Kaltura, Captioning Tools

This article is an overview and walk through of captioning tools in Kaltura

Automatic Speech Recognition (ASR) captioning is available via Kaltura in Blackboard. 
Accessible and searchable media is very important to the University of Illinois. We strive to make all media captioned to enable discovery and to ensure that accessibility needs are met. Captioned video is useful for those with a hearing impairment and for users with certain learning disabilities. It can also be a useful tool to anyone who struggles to understand an accent, as reading text along with listening assists with comprehension.

 Before you start, keep in mind:

  1. There are two steps in this process, ordering captions and editing them.  After you order captions, they will be added automatically and will be available to anyone viewing your video, but they will not be entirely accurate and you will need to plan on correcting them.
  2. You will not be able to trim or edit you video after adding captions, so you'll need to do this beforehand.  
  3. It would be a good idea to practice this process the first time with a short private video

Media creators are responsible for captioning their content.  Content that is not captioned may be removed from public view. If you have a student or colleague with special needs that will view the content, you must make that content accessible to them. 

 Benefits (Why should I create captions?)

Accessible content has many benefits to you the media owner and to viewers in general. Beyond following the law, it means being a good neighbor.  Accessible content:

  • Is necessary for the hearing impaired to understand what is happening in an audio or video file.  Federal (section 508) and Illinois State Law (IITAA) as well as campus regulations require that multimedia and web content be accessible to all users.   
  • Is useful to those with learning difficulties. Many students find it easier to focus if written words accompany the media.
  • Can make it easier to understand someone with an accent.
  • Enables non-native English speakers to better understand what is being said and follow along.
  • Helps certain learners process information more effectively.
  • Enables viewing of content in a loud space or if one lacks headphones.
  • Is easier to reuse in later semesters, saving instructors time.
  • Is more easily found. As a content creator you will have more views if your content is captioned because the content is searchable. Really, it's a great feature in Kaltura. 

This entry does not seek to offer expertise in captioning. 

Captioning in Kaltura

Automatic Speech Recognition (ASR) captioning in produces a text file is then associates it with the media in Kaltura. Captions are time coded to specific points in a video or audio file. 
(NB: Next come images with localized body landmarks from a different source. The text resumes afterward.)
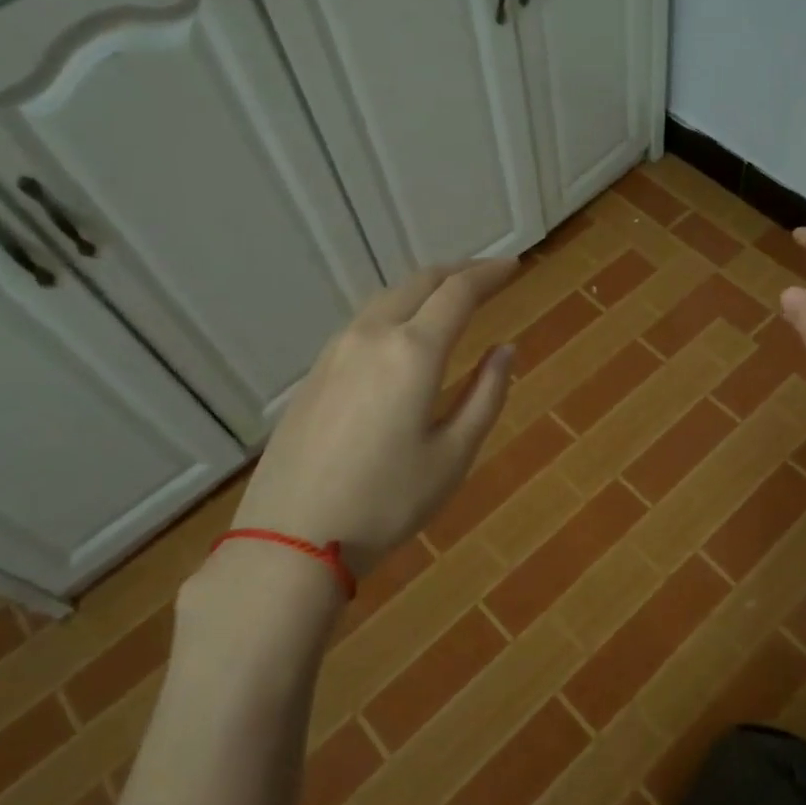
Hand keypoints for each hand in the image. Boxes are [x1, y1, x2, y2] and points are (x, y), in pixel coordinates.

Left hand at [227, 259, 519, 578]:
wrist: (292, 537)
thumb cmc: (387, 501)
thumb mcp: (454, 455)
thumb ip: (486, 395)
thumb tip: (505, 350)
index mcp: (413, 352)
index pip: (458, 293)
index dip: (490, 274)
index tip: (514, 267)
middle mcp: (371, 336)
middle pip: (419, 283)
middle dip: (457, 272)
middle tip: (487, 276)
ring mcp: (335, 352)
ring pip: (386, 299)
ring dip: (423, 289)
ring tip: (449, 299)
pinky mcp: (314, 373)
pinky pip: (363, 323)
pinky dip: (395, 311)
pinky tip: (402, 334)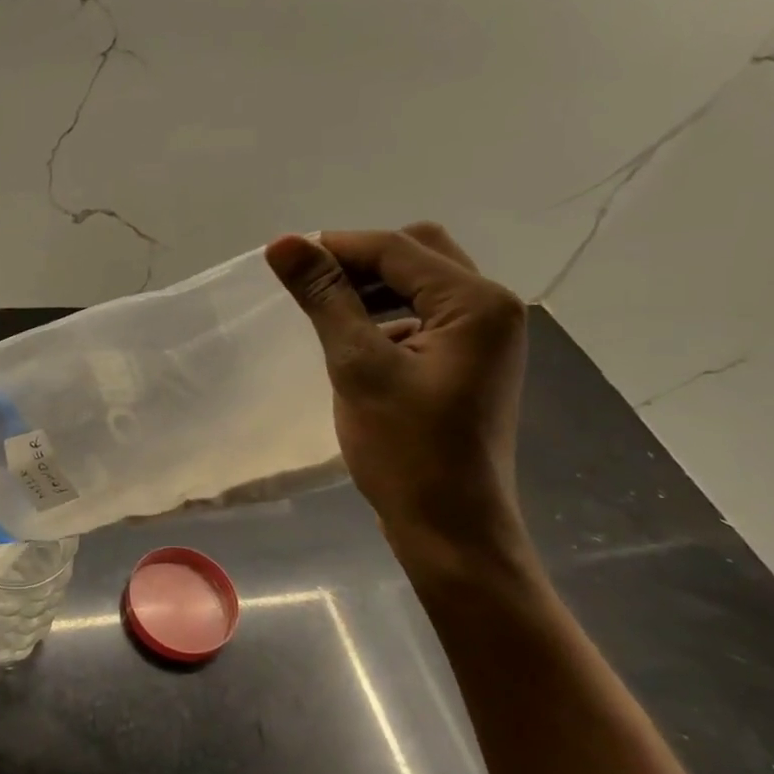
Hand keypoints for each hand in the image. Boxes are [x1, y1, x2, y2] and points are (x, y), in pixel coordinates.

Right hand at [265, 224, 527, 548]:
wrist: (451, 529)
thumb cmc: (406, 451)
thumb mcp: (358, 366)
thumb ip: (325, 298)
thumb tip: (283, 243)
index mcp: (476, 303)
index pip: (397, 249)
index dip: (336, 246)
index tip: (282, 257)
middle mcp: (491, 307)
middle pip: (418, 254)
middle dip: (360, 261)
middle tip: (309, 284)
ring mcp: (485, 336)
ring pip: (421, 284)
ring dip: (373, 287)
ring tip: (326, 309)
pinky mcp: (470, 361)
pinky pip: (426, 316)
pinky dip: (388, 315)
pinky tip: (355, 340)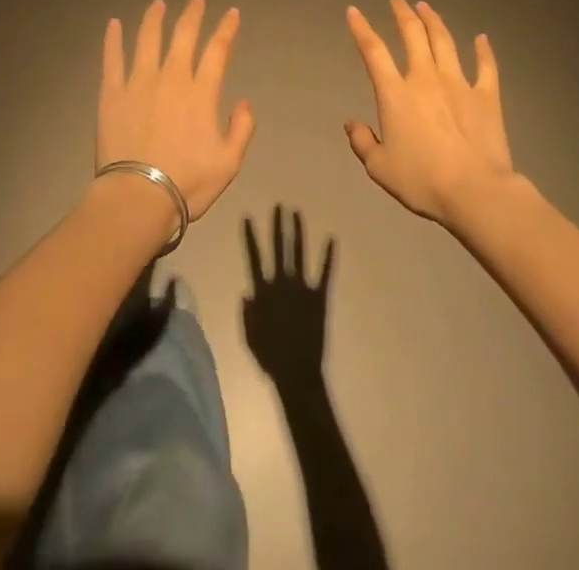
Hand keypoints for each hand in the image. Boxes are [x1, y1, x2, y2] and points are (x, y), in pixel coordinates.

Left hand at [98, 0, 254, 220]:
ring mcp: (139, 82)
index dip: (226, 29)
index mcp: (200, 93)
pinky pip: (112, 58)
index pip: (217, 50)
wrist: (138, 198)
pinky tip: (113, 24)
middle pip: (183, 35)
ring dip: (154, 18)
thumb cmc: (187, 183)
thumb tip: (244, 102)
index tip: (232, 13)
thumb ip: (242, 129)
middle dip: (192, 14)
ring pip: (147, 39)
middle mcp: (171, 78)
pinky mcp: (112, 93)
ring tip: (158, 4)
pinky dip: (113, 39)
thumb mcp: (229, 163)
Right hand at [243, 207, 332, 384]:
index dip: (251, 237)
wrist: (297, 372)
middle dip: (278, 225)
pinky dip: (328, 256)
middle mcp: (282, 283)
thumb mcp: (249, 336)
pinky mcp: (319, 296)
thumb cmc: (270, 357)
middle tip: (279, 205)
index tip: (248, 217)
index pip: (254, 257)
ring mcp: (302, 287)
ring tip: (296, 213)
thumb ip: (247, 313)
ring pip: (299, 253)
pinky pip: (325, 273)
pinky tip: (332, 239)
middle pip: (279, 248)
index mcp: (264, 291)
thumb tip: (246, 293)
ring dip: (297, 232)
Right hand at [344, 0, 514, 225]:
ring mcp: (458, 83)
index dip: (361, 29)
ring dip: (433, 21)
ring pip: (444, 42)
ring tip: (426, 7)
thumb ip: (363, 143)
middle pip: (412, 35)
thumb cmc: (422, 181)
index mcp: (395, 94)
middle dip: (402, 13)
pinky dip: (483, 50)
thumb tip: (351, 124)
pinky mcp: (486, 96)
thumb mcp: (380, 168)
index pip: (373, 51)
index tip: (354, 11)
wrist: (474, 191)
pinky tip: (482, 38)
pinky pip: (486, 66)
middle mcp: (425, 78)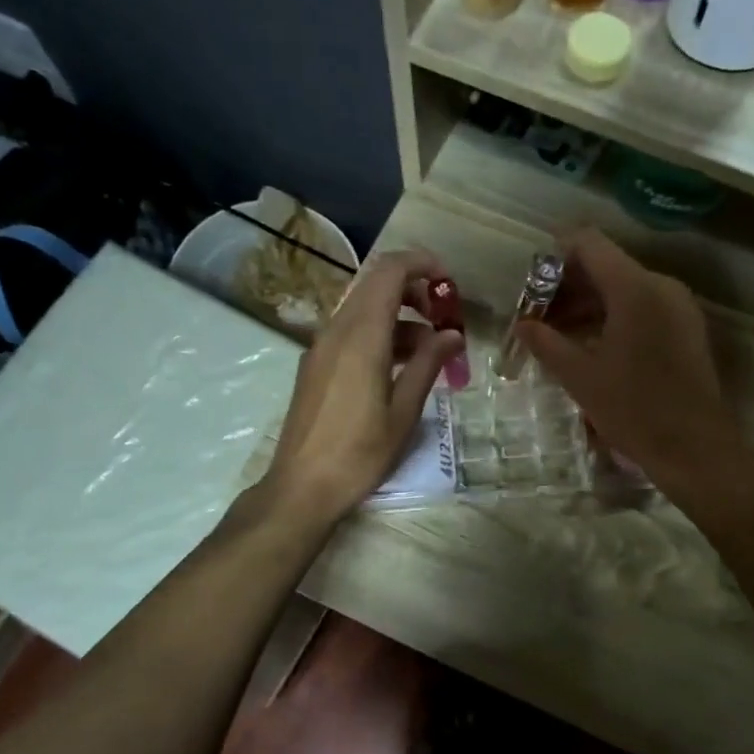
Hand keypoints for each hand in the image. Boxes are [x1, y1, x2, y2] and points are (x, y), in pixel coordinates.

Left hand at [263, 248, 463, 525]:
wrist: (301, 488)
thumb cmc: (359, 454)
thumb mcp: (404, 412)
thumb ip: (429, 365)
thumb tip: (452, 335)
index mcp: (362, 337)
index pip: (390, 272)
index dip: (423, 265)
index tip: (450, 283)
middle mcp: (337, 331)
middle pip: (376, 285)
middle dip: (415, 291)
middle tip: (445, 319)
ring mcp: (321, 347)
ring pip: (364, 310)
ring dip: (400, 317)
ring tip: (432, 351)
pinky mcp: (315, 365)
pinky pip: (351, 332)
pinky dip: (381, 335)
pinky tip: (401, 368)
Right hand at [515, 228, 747, 493]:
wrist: (694, 448)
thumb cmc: (633, 410)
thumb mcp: (580, 377)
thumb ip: (546, 343)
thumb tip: (522, 325)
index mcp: (634, 288)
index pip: (588, 244)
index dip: (555, 256)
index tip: (532, 285)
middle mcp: (661, 285)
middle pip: (607, 266)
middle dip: (568, 286)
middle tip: (538, 317)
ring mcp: (679, 307)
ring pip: (625, 289)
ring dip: (590, 305)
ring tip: (559, 336)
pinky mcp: (687, 328)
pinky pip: (644, 307)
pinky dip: (614, 317)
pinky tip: (592, 347)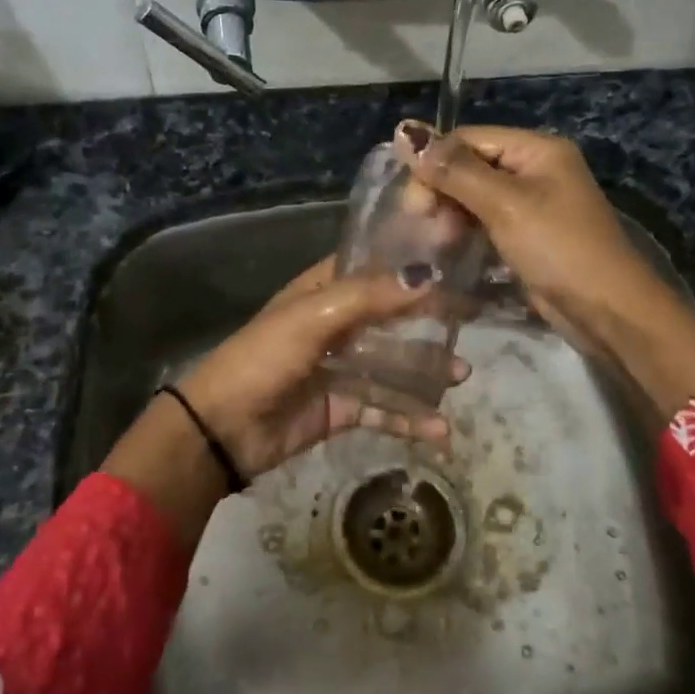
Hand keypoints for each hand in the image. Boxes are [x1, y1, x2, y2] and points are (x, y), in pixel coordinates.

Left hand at [178, 257, 467, 479]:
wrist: (222, 429)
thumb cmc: (264, 358)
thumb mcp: (312, 317)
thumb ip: (369, 297)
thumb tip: (428, 276)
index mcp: (323, 291)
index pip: (375, 269)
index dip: (412, 265)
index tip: (458, 263)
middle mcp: (336, 324)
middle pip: (392, 317)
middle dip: (429, 321)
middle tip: (472, 323)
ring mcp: (341, 368)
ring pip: (393, 364)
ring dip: (426, 371)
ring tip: (461, 376)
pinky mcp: (342, 408)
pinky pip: (384, 408)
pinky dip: (410, 419)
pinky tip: (439, 430)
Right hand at [394, 122, 647, 345]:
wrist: (608, 311)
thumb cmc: (559, 248)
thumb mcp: (505, 204)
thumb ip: (454, 170)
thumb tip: (403, 130)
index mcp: (537, 149)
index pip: (468, 139)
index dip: (434, 164)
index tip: (412, 204)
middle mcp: (535, 170)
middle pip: (470, 167)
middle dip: (442, 193)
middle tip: (423, 227)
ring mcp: (533, 205)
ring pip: (474, 198)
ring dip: (451, 217)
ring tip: (438, 245)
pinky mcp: (528, 236)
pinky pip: (486, 223)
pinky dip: (465, 234)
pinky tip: (450, 252)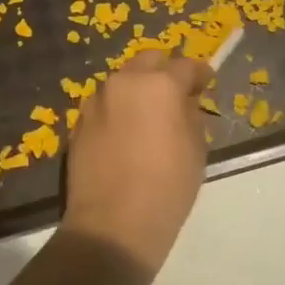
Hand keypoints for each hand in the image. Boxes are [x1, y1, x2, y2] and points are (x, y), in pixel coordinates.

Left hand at [62, 49, 213, 274]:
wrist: (113, 224)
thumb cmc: (167, 187)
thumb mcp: (196, 149)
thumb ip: (191, 115)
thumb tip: (185, 103)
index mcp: (159, 84)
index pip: (186, 66)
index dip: (200, 74)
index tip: (206, 84)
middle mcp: (124, 82)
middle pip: (148, 60)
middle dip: (164, 71)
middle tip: (176, 95)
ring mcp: (96, 101)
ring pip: (122, 81)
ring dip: (138, 90)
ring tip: (149, 116)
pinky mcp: (78, 122)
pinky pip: (104, 105)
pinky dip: (118, 110)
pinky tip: (126, 134)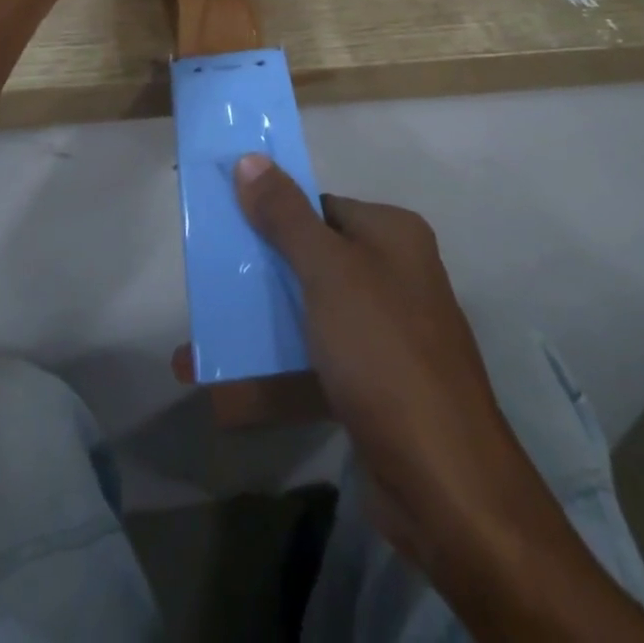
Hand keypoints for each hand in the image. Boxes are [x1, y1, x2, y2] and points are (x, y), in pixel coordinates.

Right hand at [223, 155, 531, 571]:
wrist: (445, 485)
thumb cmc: (384, 351)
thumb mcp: (328, 272)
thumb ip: (286, 216)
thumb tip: (250, 158)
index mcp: (392, 236)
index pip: (322, 207)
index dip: (272, 211)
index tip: (224, 222)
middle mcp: (392, 277)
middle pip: (311, 260)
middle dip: (257, 271)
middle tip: (204, 277)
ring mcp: (383, 335)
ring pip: (307, 316)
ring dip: (256, 327)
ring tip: (198, 336)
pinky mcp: (371, 388)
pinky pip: (312, 367)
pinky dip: (271, 376)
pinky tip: (219, 392)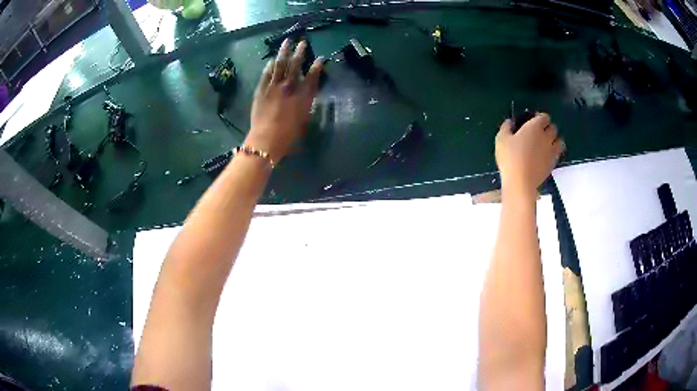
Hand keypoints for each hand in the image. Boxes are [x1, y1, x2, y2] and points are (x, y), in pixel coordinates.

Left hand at [246, 38, 323, 162]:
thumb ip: (308, 101)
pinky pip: (266, 73)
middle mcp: (290, 86)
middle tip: (302, 42)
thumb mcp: (304, 118)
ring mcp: (274, 86)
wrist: (267, 138)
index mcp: (303, 95)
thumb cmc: (289, 134)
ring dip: (284, 52)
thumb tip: (309, 89)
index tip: (320, 58)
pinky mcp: (261, 89)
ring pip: (280, 64)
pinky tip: (271, 60)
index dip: (317, 66)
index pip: (313, 75)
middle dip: (300, 52)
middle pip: (296, 64)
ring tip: (287, 42)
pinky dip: (270, 65)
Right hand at [495, 113, 564, 196]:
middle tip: (540, 133)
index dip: (540, 118)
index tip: (533, 121)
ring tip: (548, 144)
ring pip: (560, 141)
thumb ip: (506, 128)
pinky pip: (558, 154)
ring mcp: (551, 151)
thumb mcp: (501, 139)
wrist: (521, 182)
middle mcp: (546, 136)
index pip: (544, 117)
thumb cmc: (510, 158)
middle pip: (554, 128)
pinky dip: (554, 152)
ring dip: (555, 140)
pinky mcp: (553, 164)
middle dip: (548, 128)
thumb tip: (509, 122)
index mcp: (534, 127)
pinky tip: (546, 156)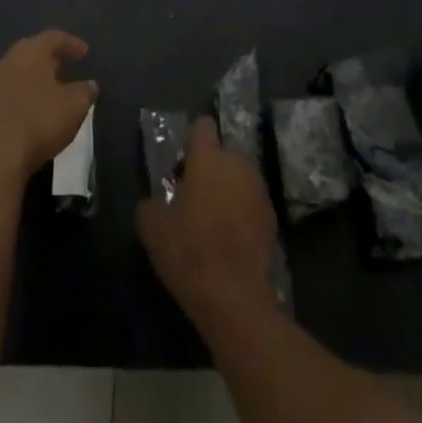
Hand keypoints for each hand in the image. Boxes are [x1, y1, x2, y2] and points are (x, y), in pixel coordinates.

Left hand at [0, 30, 96, 187]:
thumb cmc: (40, 121)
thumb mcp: (75, 106)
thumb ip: (86, 91)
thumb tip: (89, 85)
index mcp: (30, 51)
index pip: (54, 37)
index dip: (72, 43)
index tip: (85, 53)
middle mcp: (8, 60)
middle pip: (33, 51)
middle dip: (51, 59)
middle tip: (67, 67)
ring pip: (19, 71)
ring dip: (36, 77)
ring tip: (53, 90)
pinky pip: (10, 90)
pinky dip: (25, 93)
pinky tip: (35, 109)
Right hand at [137, 117, 277, 328]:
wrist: (234, 296)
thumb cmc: (189, 252)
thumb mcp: (152, 229)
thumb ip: (150, 205)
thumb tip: (153, 203)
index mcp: (208, 158)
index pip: (202, 126)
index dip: (191, 140)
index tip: (182, 164)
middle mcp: (237, 164)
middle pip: (222, 153)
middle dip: (209, 169)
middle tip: (192, 198)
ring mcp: (258, 188)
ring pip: (238, 177)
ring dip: (227, 189)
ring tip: (212, 222)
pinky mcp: (271, 214)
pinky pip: (251, 201)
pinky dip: (241, 212)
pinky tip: (230, 240)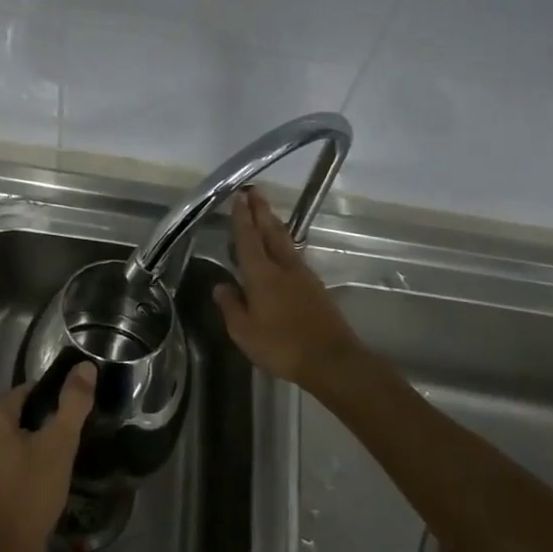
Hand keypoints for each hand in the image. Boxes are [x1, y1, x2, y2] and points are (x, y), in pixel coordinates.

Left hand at [0, 362, 96, 551]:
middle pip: (15, 415)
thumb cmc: (28, 498)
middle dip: (39, 430)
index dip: (53, 409)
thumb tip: (85, 366)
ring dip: (25, 448)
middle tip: (61, 455)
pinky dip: (10, 465)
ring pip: (5, 438)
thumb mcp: (58, 447)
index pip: (29, 393)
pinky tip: (28, 486)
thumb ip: (73, 403)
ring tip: (48, 472)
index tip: (69, 430)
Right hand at [214, 188, 361, 388]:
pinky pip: (295, 256)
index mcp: (261, 274)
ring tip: (267, 212)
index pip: (248, 238)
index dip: (242, 218)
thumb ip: (231, 306)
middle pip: (271, 232)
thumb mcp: (244, 332)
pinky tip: (283, 249)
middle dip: (262, 211)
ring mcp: (303, 276)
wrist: (332, 360)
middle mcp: (282, 267)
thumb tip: (220, 286)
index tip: (239, 197)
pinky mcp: (316, 288)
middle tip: (255, 191)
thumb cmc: (282, 345)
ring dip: (274, 224)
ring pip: (285, 242)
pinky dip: (285, 244)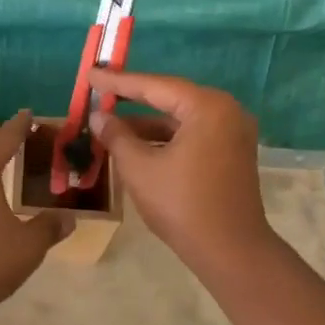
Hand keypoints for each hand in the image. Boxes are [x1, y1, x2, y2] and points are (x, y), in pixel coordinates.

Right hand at [87, 71, 276, 275]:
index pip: (154, 86)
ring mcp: (233, 133)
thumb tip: (99, 116)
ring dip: (147, 123)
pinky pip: (193, 135)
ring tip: (110, 126)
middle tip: (99, 92)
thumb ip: (116, 137)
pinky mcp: (232, 153)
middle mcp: (226, 111)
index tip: (91, 73)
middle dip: (133, 100)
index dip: (118, 81)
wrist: (231, 251)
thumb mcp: (139, 168)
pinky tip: (138, 146)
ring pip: (181, 119)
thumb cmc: (182, 205)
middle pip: (171, 98)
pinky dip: (165, 138)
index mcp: (207, 107)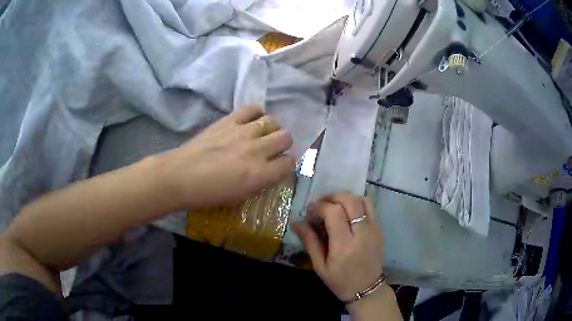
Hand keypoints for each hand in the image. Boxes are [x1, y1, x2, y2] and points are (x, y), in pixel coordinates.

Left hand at [156, 105, 294, 210]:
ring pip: (273, 121)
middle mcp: (257, 150)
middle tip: (271, 149)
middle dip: (282, 144)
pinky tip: (250, 121)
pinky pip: (253, 108)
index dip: (285, 164)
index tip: (278, 165)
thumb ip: (260, 181)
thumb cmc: (208, 194)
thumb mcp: (240, 196)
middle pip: (286, 137)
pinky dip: (256, 113)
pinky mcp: (229, 120)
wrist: (180, 176)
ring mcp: (243, 132)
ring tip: (260, 135)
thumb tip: (269, 169)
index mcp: (260, 174)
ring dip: (270, 129)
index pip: (288, 162)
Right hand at [293, 193, 383, 303]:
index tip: (311, 210)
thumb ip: (309, 242)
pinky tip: (348, 213)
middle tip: (322, 204)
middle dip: (333, 197)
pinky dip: (358, 203)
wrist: (367, 289)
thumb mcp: (320, 266)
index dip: (320, 206)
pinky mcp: (380, 230)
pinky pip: (370, 207)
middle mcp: (362, 233)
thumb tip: (296, 223)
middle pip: (350, 200)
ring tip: (336, 206)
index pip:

ASR is 70%-90% accurate, based on various factors. That may sound like a passing grade, but it isn't. Even a recording of a speaker with perfect diction and fidelity in the recording will need some editing.  Technical terms, acronyms, proper names, and both common and uncommon words may not appear as you expect them to. For example, early tests returned "Amino acids" as "I mean no acids."  Also, punctuation will not be added, aside from where ACR thinks a pause is long enough to merit a period.  You will need to review and edit captions for media you own. 

The process of using ASR for captioning has 2 components: Requesting the captions and Editing the captions.

The following assumes you have used Kaltura before.

[To the top.]

 Request captions

At this time only the owner of a media asset can request captions for video/audio entry. Because the captions must be edited and reviewed for accuracy, we want to ensure that media owners are aware that captioning was requested. 

To request captions

  1. Log in Blackboard and go to MyMedia or to the media entry directly. 
  2. Go to the video/audio file for which you wish to request captions and go to that video's entry page
  3. Under the video entry click on the Actions button and choose +Order Captions from the drop-down menu
       Order Captions
  4. Then click the Order Captions button  Order Captions
  5. After a few seconds a note will appear telling you the caption request was sent. Captions requested
At this point the media file is automatically sent to an external provider that will process the audio and identify speech. In 5-30 minutes the caption file will be returned and added to your media asset automatically.  Shorter duration files will come back sooner, actual processing times will vary based on server load.
You will not receive notification that the captioning is complete, you will need to check the file yourself. 

Once the captions are available, you will see a CC button in the Menu Bar
Closed Captioning Button Location on Video Player

 Edit the Captions

Once the ASR captions are returned, they must be reviewed and edited.  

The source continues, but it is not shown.